• **Work to be completed**
Which lines of the entries below hold the word "Right"? Report each of them.

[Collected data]
-*-

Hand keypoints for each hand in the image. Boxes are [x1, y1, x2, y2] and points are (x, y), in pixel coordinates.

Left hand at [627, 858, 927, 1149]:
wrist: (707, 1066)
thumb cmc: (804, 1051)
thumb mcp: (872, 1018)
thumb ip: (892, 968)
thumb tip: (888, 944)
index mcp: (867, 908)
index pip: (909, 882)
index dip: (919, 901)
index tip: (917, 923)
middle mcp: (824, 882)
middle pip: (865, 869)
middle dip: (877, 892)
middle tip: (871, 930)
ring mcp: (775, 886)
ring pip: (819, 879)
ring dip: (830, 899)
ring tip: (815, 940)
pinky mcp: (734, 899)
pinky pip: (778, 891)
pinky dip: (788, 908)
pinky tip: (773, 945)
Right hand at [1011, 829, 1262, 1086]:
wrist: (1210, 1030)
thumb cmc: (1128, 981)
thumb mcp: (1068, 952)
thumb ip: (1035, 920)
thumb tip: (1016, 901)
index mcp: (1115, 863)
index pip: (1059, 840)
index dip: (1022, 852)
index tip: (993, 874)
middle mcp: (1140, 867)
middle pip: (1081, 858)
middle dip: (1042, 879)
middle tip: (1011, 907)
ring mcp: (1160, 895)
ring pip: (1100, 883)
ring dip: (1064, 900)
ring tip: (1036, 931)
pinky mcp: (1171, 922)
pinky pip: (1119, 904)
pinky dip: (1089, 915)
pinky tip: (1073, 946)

-*-

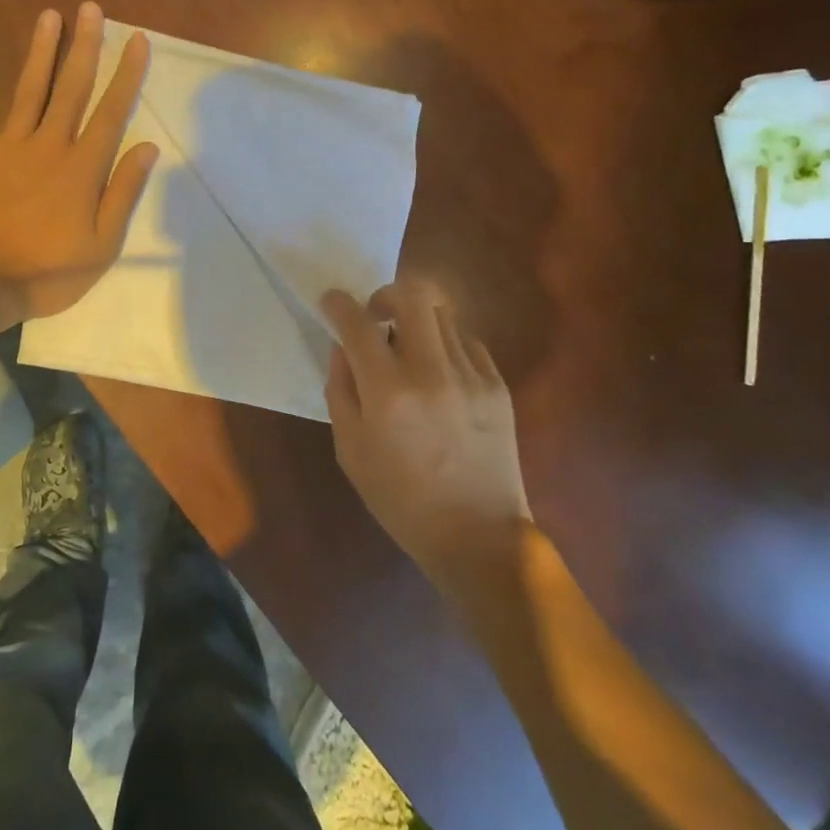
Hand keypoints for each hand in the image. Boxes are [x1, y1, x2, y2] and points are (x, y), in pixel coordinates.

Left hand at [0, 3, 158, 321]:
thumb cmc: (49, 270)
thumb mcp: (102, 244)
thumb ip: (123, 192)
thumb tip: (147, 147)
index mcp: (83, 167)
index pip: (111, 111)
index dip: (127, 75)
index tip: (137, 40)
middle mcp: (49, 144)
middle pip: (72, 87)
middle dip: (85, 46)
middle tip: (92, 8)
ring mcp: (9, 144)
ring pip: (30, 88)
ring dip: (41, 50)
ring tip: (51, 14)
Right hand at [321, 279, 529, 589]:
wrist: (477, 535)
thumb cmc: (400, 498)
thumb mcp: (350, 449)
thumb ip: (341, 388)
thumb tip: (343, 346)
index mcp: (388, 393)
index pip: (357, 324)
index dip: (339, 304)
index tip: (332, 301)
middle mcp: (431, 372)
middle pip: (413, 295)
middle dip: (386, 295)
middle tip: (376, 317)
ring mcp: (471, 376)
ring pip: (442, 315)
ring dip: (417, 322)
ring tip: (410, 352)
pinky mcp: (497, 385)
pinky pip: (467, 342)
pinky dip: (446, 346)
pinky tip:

-*-

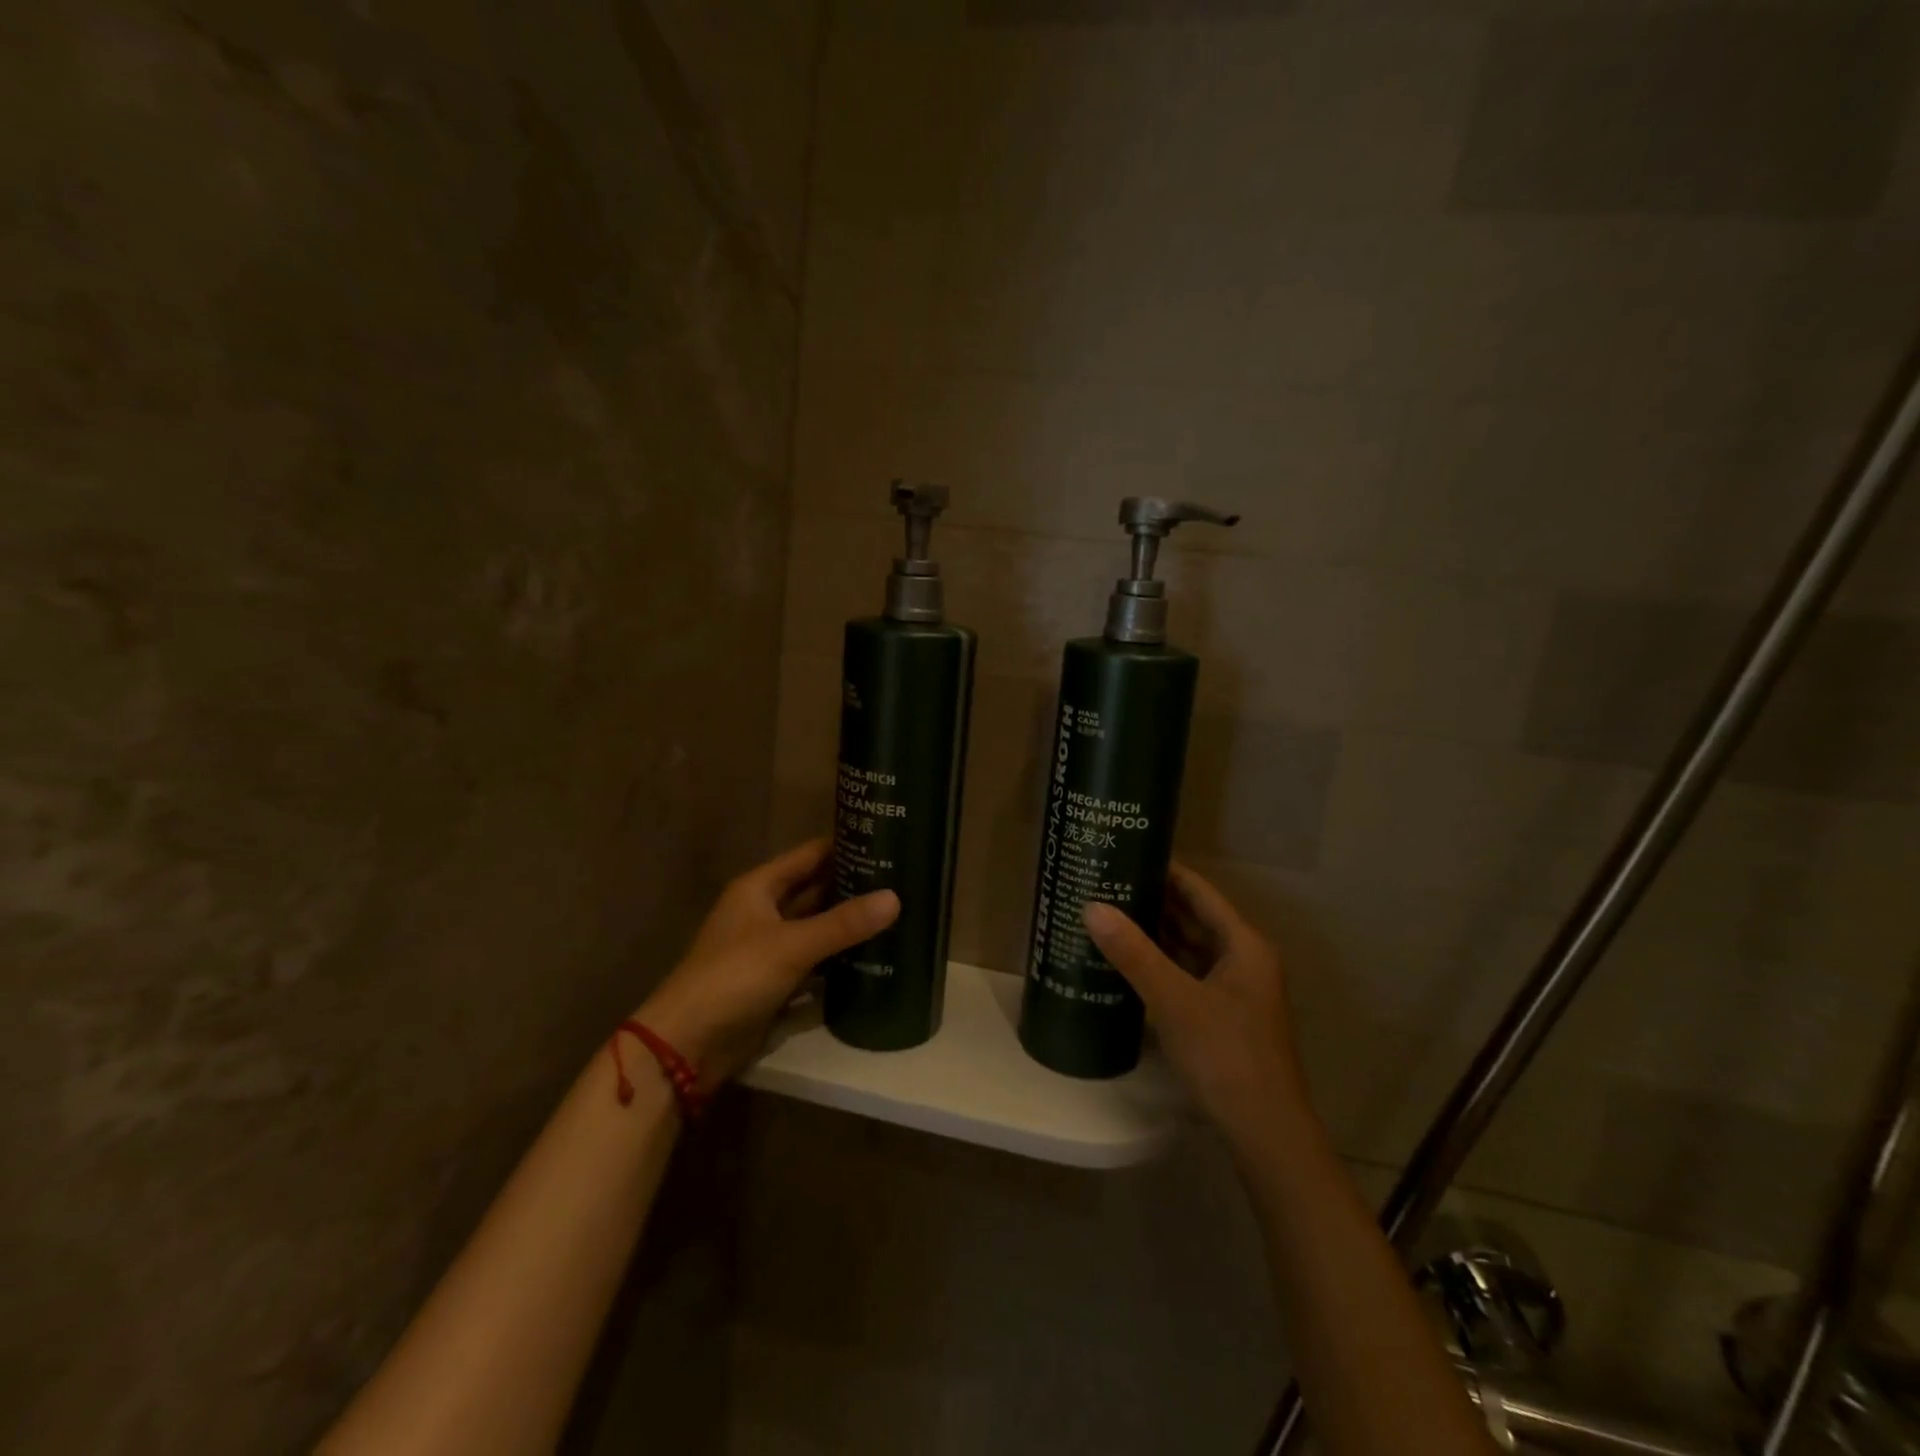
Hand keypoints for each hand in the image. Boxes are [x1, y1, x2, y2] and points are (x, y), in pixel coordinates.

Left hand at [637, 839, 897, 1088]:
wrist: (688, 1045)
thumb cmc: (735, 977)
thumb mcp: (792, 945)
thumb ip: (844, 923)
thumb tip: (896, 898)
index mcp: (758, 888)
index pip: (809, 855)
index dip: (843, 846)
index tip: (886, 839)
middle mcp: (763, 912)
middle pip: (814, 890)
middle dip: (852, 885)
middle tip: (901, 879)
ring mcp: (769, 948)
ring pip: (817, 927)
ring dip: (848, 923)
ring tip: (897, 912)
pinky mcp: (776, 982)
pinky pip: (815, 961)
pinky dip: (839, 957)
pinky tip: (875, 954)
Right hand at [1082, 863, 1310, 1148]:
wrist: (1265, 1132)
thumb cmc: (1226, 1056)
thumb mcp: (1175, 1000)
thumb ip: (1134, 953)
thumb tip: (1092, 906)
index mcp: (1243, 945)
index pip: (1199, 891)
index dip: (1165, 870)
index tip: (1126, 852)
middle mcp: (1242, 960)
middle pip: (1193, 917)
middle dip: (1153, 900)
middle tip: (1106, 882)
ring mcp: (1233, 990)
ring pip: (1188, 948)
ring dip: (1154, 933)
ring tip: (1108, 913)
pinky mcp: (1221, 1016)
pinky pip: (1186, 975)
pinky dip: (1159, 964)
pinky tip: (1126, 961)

-*-

• **Expected output**
Right hand at [1011, 829, 1262, 1086]:
Right hand at [321, 279, 529, 589]:
Right hand at [1082, 863, 1310, 1148]:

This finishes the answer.